Una vez finalizado el banquete, Filipo se acercó a mí y tomó mis manos ante todos los presentes.
—Yo te tomo por esposa ante los dioses y me dispongo a ser tu kyrios.
Tras jurar que iba a ser mi guardián y amo, retiró mi velo, culminando así la validación de nuestro matrimonio.
Había llegado el momento de consumar nuestra unión y, a pesar de la atracción que sentía por mi esposo, de pronto me invadió un miedo terrible. Filipo había bebido cantidades ingentes de vino y su temperamento empezaba a rozar la agresividad. ¿Qué se había hecho de aquel hombre atento y amable conmigo? Ahora ante mí tenía a un desconocido que me miraba con ojos perdidos y llenos de fuego. Percibía su deseo ardiente por mi cuerpo, pero no había ni rastro de delicadeza en sus anhelos.
Nos condujeron a un ala del palacio especialmente acondicionada para la ocasión, y Filipo estaba tan ebrio que tuvo que llegar con la ayuda de dos hombres que sostenían sus brazos para redirigir el vaivén de sus pasos.
—Eres una mujer apta para darme un buen hijo —balbuceó cuando nos quedamos solos, mirando de arriba a abajo mi cuerpo mientras trataba de acomodarse con torpeza en el tálamo nupcial. Apestaba a alcohol y, de repente, una fuerza desconocida bloqueó todo mi cuerpo—. Desnúdate.
Cumplí su orden en silencio mientras escuchaba los obscenos cánticos que entonaba un coro formado por jóvenes y doncellas cerca de nuestra cámara. Al desprenderme de la última pieza de ropa y tumbarme al lado de Filipo, el coro emitió unos sonidos agudos al son de las liras y arpas.

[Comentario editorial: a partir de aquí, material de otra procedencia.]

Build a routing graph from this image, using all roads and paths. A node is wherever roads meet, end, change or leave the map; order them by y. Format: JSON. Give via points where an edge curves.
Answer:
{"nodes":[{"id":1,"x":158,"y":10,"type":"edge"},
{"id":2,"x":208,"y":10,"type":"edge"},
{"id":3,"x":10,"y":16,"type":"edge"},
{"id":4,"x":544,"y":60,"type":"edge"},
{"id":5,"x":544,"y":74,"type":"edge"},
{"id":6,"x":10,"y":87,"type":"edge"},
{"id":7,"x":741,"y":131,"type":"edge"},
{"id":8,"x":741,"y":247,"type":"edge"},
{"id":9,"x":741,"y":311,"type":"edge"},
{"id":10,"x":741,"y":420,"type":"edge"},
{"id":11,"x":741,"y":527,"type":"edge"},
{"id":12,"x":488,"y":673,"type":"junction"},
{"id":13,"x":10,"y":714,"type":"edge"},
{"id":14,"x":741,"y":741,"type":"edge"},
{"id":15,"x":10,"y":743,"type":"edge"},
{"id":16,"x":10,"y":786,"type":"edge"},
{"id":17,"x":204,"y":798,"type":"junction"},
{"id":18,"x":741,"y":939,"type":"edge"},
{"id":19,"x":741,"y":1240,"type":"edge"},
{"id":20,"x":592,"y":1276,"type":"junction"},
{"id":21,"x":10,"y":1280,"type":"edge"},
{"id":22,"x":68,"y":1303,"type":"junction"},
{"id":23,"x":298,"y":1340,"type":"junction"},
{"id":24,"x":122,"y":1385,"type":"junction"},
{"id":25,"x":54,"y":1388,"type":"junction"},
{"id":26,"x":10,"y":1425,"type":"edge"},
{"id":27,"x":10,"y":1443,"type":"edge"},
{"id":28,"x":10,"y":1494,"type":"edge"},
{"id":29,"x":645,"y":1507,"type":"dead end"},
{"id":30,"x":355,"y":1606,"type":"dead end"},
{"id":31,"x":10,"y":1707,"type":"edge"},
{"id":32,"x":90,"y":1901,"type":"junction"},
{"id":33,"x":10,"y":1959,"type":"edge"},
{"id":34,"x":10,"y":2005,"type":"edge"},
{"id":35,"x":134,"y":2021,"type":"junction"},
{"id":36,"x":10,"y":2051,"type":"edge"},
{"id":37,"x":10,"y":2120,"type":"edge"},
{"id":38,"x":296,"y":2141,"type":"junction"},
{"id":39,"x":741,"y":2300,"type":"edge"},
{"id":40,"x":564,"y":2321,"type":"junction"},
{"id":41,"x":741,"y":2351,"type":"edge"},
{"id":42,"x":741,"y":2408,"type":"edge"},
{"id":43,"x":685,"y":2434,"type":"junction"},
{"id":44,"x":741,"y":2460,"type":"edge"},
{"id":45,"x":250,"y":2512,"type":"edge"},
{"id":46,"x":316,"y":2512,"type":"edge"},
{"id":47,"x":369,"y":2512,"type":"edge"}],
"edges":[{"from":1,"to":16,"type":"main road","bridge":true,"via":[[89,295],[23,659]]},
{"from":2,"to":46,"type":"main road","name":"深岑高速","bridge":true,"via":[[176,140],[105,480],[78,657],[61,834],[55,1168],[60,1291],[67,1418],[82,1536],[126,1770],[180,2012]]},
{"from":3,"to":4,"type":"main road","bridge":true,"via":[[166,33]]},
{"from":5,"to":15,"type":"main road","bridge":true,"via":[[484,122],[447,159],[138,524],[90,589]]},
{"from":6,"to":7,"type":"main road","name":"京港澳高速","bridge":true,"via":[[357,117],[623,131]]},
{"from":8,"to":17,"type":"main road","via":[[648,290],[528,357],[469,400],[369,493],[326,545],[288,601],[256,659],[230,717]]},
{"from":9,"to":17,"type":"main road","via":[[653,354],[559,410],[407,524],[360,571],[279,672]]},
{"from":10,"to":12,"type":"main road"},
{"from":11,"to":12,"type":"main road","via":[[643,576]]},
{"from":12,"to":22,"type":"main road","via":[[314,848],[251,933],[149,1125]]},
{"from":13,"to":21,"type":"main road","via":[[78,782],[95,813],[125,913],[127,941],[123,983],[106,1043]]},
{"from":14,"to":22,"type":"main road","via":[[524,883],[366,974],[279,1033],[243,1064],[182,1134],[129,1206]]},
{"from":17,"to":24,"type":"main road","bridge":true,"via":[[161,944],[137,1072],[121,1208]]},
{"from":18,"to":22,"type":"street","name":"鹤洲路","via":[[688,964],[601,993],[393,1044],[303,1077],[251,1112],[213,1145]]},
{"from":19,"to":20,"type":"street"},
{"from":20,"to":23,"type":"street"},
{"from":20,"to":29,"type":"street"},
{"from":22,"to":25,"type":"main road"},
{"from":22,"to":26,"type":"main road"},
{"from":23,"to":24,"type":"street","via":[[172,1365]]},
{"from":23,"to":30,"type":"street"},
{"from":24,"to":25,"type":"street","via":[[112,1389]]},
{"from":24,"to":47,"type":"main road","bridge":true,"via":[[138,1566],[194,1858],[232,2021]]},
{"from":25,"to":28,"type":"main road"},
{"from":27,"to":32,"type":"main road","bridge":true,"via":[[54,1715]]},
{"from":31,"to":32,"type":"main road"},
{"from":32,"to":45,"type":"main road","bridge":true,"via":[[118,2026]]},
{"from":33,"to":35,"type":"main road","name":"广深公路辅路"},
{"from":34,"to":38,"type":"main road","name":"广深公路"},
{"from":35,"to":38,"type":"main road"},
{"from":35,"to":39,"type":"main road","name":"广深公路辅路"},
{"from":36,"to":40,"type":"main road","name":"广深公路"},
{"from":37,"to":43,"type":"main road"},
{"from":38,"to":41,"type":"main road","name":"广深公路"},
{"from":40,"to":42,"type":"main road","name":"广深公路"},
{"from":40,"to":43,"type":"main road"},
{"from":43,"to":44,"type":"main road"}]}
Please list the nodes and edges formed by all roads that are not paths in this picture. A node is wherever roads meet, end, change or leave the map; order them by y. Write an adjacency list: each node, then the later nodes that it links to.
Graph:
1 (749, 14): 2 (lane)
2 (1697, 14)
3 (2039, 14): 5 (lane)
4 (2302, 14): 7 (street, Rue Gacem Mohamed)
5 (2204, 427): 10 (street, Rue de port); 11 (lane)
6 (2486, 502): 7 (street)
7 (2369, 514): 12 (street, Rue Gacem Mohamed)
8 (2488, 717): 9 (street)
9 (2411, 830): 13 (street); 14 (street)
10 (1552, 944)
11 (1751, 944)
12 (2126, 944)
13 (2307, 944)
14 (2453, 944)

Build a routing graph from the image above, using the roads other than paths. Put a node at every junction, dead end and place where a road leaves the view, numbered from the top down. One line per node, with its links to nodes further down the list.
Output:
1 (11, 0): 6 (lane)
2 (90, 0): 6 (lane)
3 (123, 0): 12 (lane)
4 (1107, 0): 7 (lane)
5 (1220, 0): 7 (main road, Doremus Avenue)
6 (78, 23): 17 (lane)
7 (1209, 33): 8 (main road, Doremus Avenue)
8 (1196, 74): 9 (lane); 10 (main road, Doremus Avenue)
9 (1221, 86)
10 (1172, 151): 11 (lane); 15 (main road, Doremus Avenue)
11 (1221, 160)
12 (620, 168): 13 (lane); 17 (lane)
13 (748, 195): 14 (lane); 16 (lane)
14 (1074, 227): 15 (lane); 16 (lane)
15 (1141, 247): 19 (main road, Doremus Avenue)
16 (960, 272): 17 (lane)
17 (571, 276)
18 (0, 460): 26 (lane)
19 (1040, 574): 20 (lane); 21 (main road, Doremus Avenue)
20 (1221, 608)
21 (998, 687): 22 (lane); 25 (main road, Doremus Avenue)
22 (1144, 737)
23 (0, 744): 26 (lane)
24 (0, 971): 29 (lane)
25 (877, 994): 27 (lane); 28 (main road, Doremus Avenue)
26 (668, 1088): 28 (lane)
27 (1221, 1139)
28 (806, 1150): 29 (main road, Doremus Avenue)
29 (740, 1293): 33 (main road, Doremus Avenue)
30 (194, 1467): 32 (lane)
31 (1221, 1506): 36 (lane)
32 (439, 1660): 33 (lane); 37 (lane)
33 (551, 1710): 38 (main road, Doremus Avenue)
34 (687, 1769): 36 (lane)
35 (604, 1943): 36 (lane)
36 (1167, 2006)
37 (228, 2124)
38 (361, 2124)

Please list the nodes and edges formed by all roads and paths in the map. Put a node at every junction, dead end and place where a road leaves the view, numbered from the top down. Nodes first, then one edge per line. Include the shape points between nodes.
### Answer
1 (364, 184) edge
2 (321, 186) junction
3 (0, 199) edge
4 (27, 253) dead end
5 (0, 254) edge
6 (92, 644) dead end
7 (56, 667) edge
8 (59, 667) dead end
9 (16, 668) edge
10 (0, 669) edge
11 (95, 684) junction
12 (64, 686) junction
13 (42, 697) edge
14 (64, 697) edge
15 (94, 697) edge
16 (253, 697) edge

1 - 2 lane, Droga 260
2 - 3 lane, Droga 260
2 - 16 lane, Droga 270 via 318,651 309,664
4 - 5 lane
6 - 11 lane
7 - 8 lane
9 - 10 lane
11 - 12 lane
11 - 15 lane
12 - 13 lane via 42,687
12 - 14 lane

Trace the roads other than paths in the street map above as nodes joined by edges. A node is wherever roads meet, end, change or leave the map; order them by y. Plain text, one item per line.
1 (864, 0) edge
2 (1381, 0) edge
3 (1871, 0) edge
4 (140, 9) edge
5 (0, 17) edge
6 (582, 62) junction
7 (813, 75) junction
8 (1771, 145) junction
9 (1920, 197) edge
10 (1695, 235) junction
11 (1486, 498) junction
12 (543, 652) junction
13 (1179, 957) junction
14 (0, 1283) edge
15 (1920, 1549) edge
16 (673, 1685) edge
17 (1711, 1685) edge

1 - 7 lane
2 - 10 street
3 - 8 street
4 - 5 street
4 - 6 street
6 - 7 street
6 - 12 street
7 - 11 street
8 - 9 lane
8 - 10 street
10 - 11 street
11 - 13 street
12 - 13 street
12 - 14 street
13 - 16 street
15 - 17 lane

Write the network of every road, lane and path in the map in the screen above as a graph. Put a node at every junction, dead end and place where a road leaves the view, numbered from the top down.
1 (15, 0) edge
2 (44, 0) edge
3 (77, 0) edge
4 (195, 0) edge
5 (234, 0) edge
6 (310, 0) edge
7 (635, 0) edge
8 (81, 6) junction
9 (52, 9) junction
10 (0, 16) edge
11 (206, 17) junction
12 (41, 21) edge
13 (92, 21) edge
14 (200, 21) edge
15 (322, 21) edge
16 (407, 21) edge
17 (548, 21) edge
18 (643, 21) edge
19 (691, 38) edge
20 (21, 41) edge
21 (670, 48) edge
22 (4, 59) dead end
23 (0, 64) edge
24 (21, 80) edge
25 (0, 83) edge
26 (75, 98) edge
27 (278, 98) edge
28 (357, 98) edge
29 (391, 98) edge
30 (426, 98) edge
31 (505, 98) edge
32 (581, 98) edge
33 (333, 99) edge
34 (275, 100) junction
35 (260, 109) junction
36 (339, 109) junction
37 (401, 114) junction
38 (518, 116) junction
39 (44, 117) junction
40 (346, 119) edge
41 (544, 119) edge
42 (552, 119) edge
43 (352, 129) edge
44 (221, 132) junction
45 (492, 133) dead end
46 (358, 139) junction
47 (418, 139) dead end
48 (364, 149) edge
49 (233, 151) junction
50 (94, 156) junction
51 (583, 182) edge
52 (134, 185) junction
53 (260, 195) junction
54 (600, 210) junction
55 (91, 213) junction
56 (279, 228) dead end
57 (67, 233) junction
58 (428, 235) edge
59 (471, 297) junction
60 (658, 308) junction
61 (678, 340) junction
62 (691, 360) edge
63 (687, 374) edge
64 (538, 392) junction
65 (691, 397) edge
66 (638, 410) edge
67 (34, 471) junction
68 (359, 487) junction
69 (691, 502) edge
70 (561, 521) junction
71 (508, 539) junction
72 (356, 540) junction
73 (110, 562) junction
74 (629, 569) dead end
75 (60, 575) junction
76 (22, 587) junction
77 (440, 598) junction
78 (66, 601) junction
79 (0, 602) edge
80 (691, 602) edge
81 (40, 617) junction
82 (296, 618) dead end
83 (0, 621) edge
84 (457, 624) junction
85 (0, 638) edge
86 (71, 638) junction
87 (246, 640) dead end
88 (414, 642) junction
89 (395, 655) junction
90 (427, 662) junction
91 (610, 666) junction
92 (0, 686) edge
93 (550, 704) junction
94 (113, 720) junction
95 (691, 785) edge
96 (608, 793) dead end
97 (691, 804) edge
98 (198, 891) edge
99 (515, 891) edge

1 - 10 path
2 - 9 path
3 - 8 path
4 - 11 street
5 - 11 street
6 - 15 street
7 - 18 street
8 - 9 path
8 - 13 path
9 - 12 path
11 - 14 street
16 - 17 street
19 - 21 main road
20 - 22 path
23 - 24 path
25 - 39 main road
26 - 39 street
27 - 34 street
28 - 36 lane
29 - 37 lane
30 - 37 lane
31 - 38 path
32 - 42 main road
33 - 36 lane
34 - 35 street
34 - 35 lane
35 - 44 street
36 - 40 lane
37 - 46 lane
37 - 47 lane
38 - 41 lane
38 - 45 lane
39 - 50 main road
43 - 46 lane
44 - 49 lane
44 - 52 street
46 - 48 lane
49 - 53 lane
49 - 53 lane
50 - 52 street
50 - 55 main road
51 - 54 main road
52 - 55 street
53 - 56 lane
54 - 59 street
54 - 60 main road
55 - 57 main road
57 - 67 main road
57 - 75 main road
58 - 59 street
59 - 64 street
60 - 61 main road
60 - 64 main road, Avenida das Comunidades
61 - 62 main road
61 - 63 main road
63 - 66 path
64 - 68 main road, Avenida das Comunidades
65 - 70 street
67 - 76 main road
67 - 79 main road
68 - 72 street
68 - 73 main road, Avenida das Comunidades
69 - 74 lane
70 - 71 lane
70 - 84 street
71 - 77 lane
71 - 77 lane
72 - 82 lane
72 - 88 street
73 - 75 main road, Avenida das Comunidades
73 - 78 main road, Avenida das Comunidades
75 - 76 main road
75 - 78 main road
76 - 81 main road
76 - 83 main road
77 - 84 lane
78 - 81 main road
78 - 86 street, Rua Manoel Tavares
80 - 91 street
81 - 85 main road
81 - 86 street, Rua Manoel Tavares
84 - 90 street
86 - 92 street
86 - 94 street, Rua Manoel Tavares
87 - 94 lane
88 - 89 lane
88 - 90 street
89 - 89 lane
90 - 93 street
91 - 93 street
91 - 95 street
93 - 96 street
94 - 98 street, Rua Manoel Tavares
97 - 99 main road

Cerré los ojos y esperé a que todo pasase, pero la cadencia de Cronos se relajó hasta tal punto que parecía haber diluido el tiempo.
Las paredes de la habitación cayeron ante mí junto al cuerpo de Filipo, que empezó a amasar con ardor mis muslos.
Cuando las sábanas se tiñeron de rojo, supe que ya le pertenecía.